When talking about Dutch Borneo 1941-1942, we often forget those less-known battles and places in Borneo, which were, although generally playing a minor, almost non-important role in the Netherlands East Indies Campaign 1941-1942, also scenes of fierce and bloddy battles betwen the Japanese and Dutch-British troops. Not much has been written about these terrible jungle battles in Borneo in 1941-1942, so I am hoping that this small section here will be helpful to those people who are seeking information about this forgotten part of the history of World War II in the Southeast Asia, whether you are a WWII researcher or just a person searching for their lost relatives.

  The map of the Dutch East Indies 1941-1942
The map is courtesy of Graham Donaldson

The Japanese occupation of Samarinda, 1942

Samarinda was a small, sleepy town in 1942 with several small oil fields in the vicinity, on the east side of Borneo Island, several miles north of Balikpapan. In the town of Samarinda was stationed a small Dutch KNIL garrison under command of KNIL Captain G.A.C. Monteiro. The garrison consisted of:
• KNIL Infantry Company
• Motorised Detachment with 2 armoured cars
• Artillery Battery (3 x 75mm L/30 guns)
• Machine-Gun Squad
• Machine-Gun Squad
• Mortar Platoon
• Mortar Platoon
• Mobile Auxiliary First Aid Platoon
The town of Samarinda was occupied by the Japanese troops after the battle of the Netherlands East Indies was already over. There was also a small river fleet of small ships with KNIL troops armed with ant-tank rifles etc., that made advancing for the Japanese very difficult.

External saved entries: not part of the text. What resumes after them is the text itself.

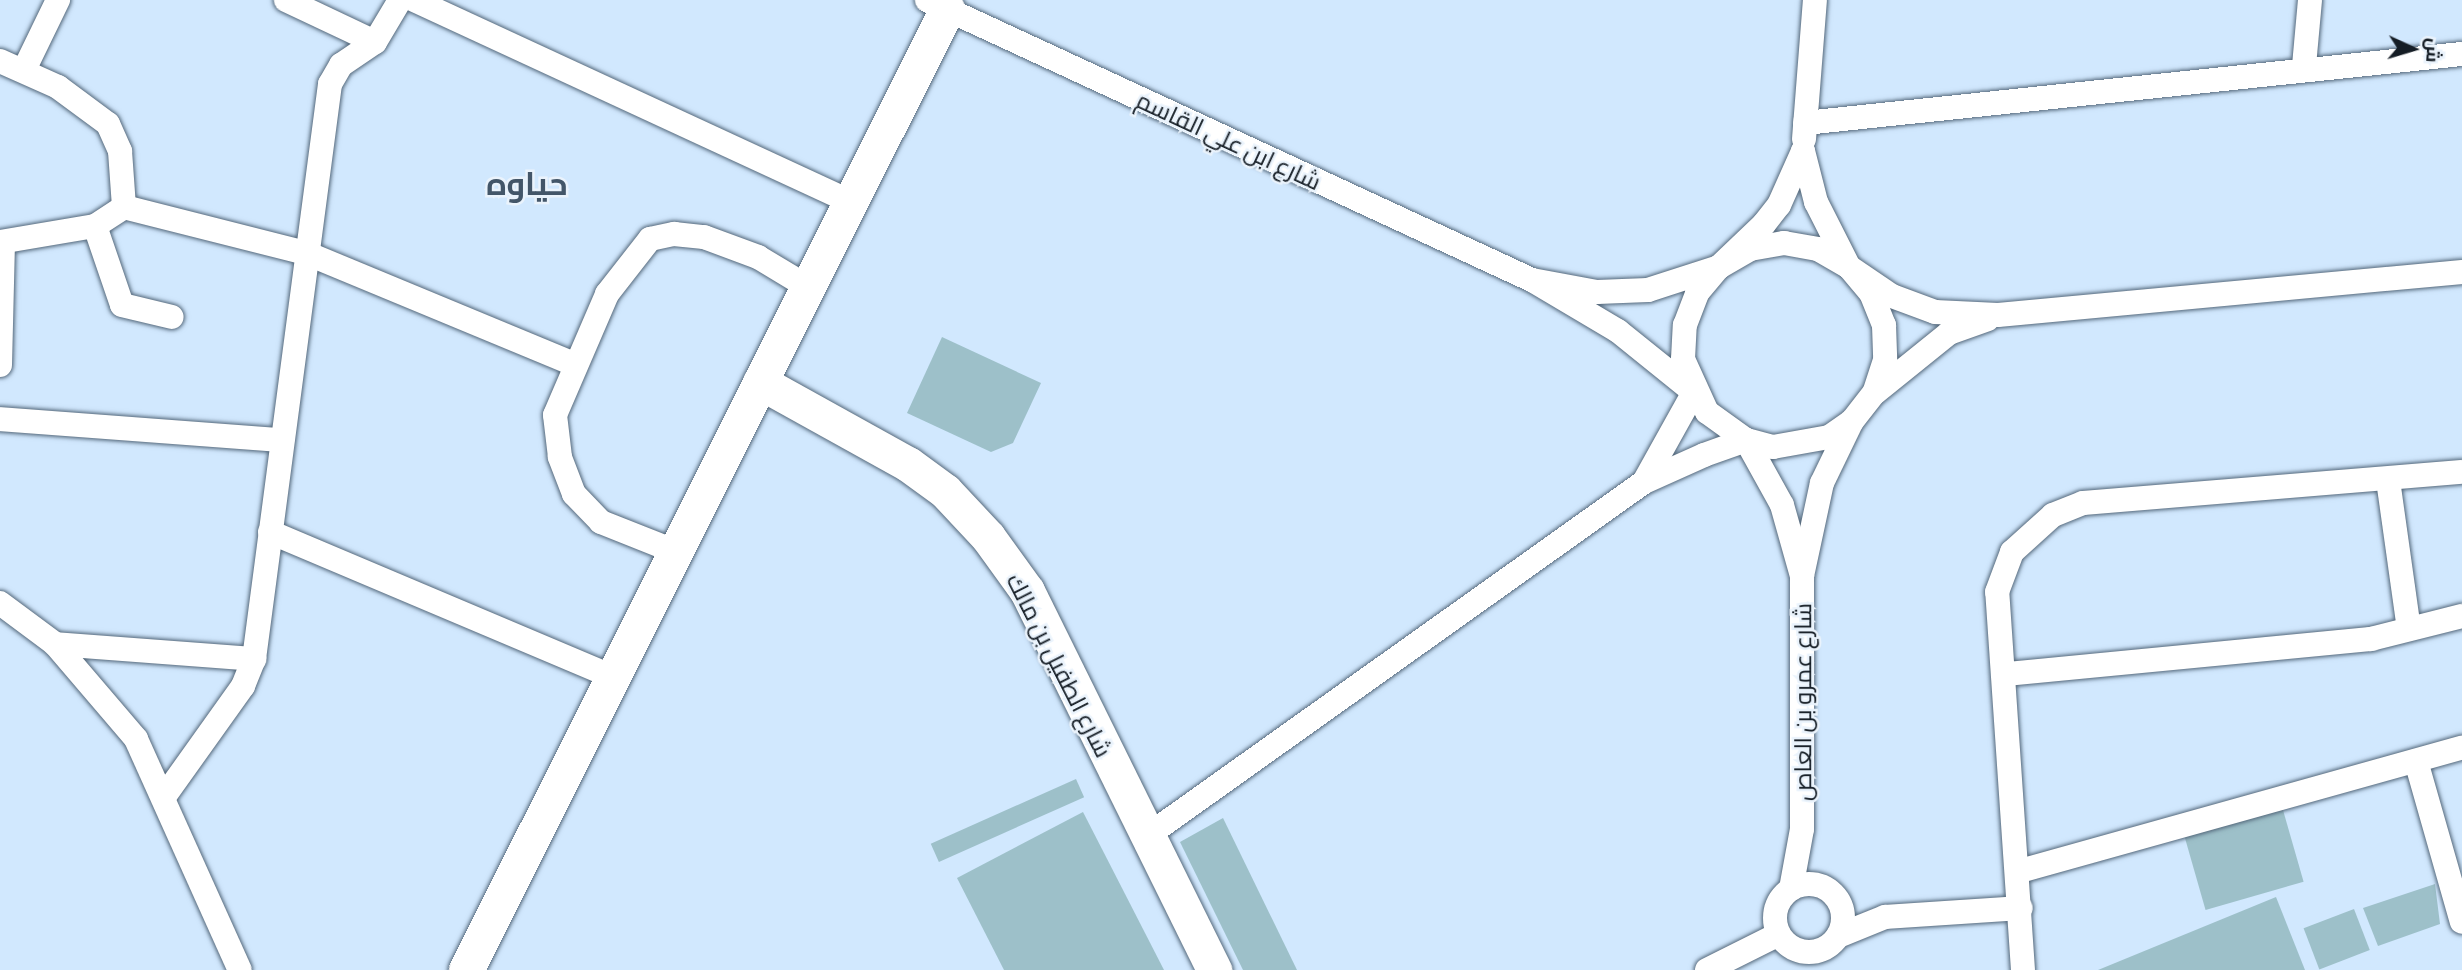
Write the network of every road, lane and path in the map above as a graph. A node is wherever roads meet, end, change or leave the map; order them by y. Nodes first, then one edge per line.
1 (58, 0) edge
2 (286, 0) edge
3 (400, 0) edge
4 (414, 0) edge
5 (1815, 0) edge
6 (2310, 0) edge
7 (937, 5) edge
8 (374, 42) junction
9 (2462, 54) edge
10 (0, 61) edge
11 (2304, 66) junction
12 (24, 69) junction
13 (1805, 123) junction
14 (1803, 151) junction
15 (852, 202) junction
16 (124, 207) junction
17 (95, 226) junction
18 (1, 242) edge
19 (306, 253) junction
20 (1719, 267) junction
21 (1849, 267) junction
22 (2462, 272) edge
23 (1532, 280) junction
24 (808, 288) junction
25 (1998, 315) junction
26 (172, 317) dead end
27 (0, 365) edge
28 (576, 365) junction
29 (760, 382) junction
30 (1694, 392) junction
31 (1874, 393) junction
32 (0, 419) edge
33 (1852, 421) junction
34 (282, 440) junction
35 (1746, 440) junction
36 (2462, 472) edge
37 (2388, 480) junction
38 (1644, 482) junction
39 (270, 531) junction
40 (674, 551) junction
41 (1802, 576) junction
42 (0, 603) edge
43 (2462, 616) edge
44 (2409, 629) junction
45 (55, 644) junction
46 (254, 659) junction
47 (2007, 674) junction
48 (611, 676) junction
49 (2462, 748) edge
50 (2416, 761) junction
51 (166, 794) junction
52 (1802, 829) junction
53 (1147, 836) junction
54 (2020, 871) junction
55 (1791, 889) junction
56 (1831, 892) junction
57 (2021, 908) junction
58 (1885, 917) junction
59 (2462, 922) edge
60 (1779, 934) junction
61 (1838, 936) junction
62 (240, 970) edge
63 (466, 970) edge
64 (1214, 970) edge
65 (1707, 970) edge
66 (2023, 970) edge

1 - 12 street
2 - 8 street
3 - 8 street
4 - 15 street
5 - 13 street
6 - 11 street
7 - 15 street
7 - 23 street, شارع ابن علي القاسم
8 - 19 street
9 - 11 street
10 - 12 street
11 - 13 street
12 - 16 street
13 - 14 street
14 - 20 street
14 - 21 street
15 - 24 street
16 - 17 street
16 - 19 street
17 - 18 street
17 - 26 street
18 - 27 street
19 - 28 street
19 - 34 street
20 - 21 street
20 - 23 street, شارع ابن علي القاسم
20 - 30 street
21 - 25 street
21 - 31 street
22 - 25 street
23 - 30 street, شارع ابن علي القاسم
24 - 28 street
24 - 29 street
25 - 31 street
28 - 40 street
29 - 40 street
29 - 53 street, شارع الطفيل بن مالك
30 - 35 street
30 - 38 street
31 - 33 street
32 - 34 street
33 - 35 street
33 - 41 street, شارع عمرو بن العاص
34 - 39 street
35 - 38 street
35 - 41 street, شارع عمرو بن العاص
36 - 37 street
37 - 44 street
37 - 47 street
38 - 53 street
39 - 46 street
39 - 48 street
40 - 48 street
41 - 52 street, شارع عمرو بن العاص
42 - 45 street
43 - 44 street
44 - 47 street
45 - 46 street
45 - 51 street
46 - 51 street
47 - 54 street
48 - 63 street
49 - 50 street
50 - 54 street
50 - 59 street
51 - 62 street
52 - 55 street, شارع عمرو بن العاص
52 - 56 street, شارع عمرو بن العاص
53 - 64 street, شارع الطفيل بن مالك
54 - 57 street
55 - 56 street
55 - 60 street
56 - 58 street
56 - 61 street
57 - 58 street
57 - 66 street
58 - 61 street
60 - 61 street
60 - 65 street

Note The armoured cars were open-topped motor cars fitted with armoured plates ("Overvalwagens").


The mystery of Samarinda II airfield

The Samarinda II airfield was probably one of the most extraordinary places in the whole Dutch East Indies in 1941-1942. Before the war, the Dutch KNIL Army prepared a dozen of so called "secret airfields", to where the planes would be transfered in case of war, so that they wouldn't be caught on the ground and destroyed by a sudden Japanese air attack. The Samarinda II airfield was one of these airfields and it was located deep in Borneo jungle, between the towns of Longiram and Melak.

The KNIL garrison at Samarinda II airfield was under command of KNIL Major G. du Rij van Beest Holle and numbered approximately 500 men. The garrison consisted of following units:
• KNIL Infantry Company
• Anti-Aircraft Battery (4 x 40mm guns)
• Anti-Aircraft Machine-Gun Platoon (AAMG)
• Mobile Auxiliary First Aid Platoon
Militie Detachment with 5 independent squads with approximately 75 men

The KNIL Air Force at Samarinda II airfield consisted of several Martin bombers, Brewster Buffalo fighters, Lockheed Lodestars, flying in the vicinity, keeping contact with HQ on Java Island and staff. The Samarinda II airfield commander was KNIL Air Force Major L.C.A van Dam. On the airfield were stationed following units:
Ie Vliegtuiggroep (1st Group)
• 1-VI.G.I (Bomber Squadron) with 11 WH-3 Glenn Martin bombers, commanded by KNIL Air Force Captain W.F.H. van Rantwijk
Ve Vliegtuiggroep (5th Group)
• I- 1.VI.G.V. (Fighter Squadron) with 4 B-339D Brewster Buffalo fighters, commanded by KNIL Air Force 1st Lieutenant P.A.C. Benjamins
• II-1-VI.G.V (Fighter Squadron) with 4 B-339D Brewster Buffalo fighters, commanded by KNIL Air Force 2nd Lieutenant J.N. Droog




A Dutch Glenn Martin bomber is loaded with British bombs during the type's service in the Far East.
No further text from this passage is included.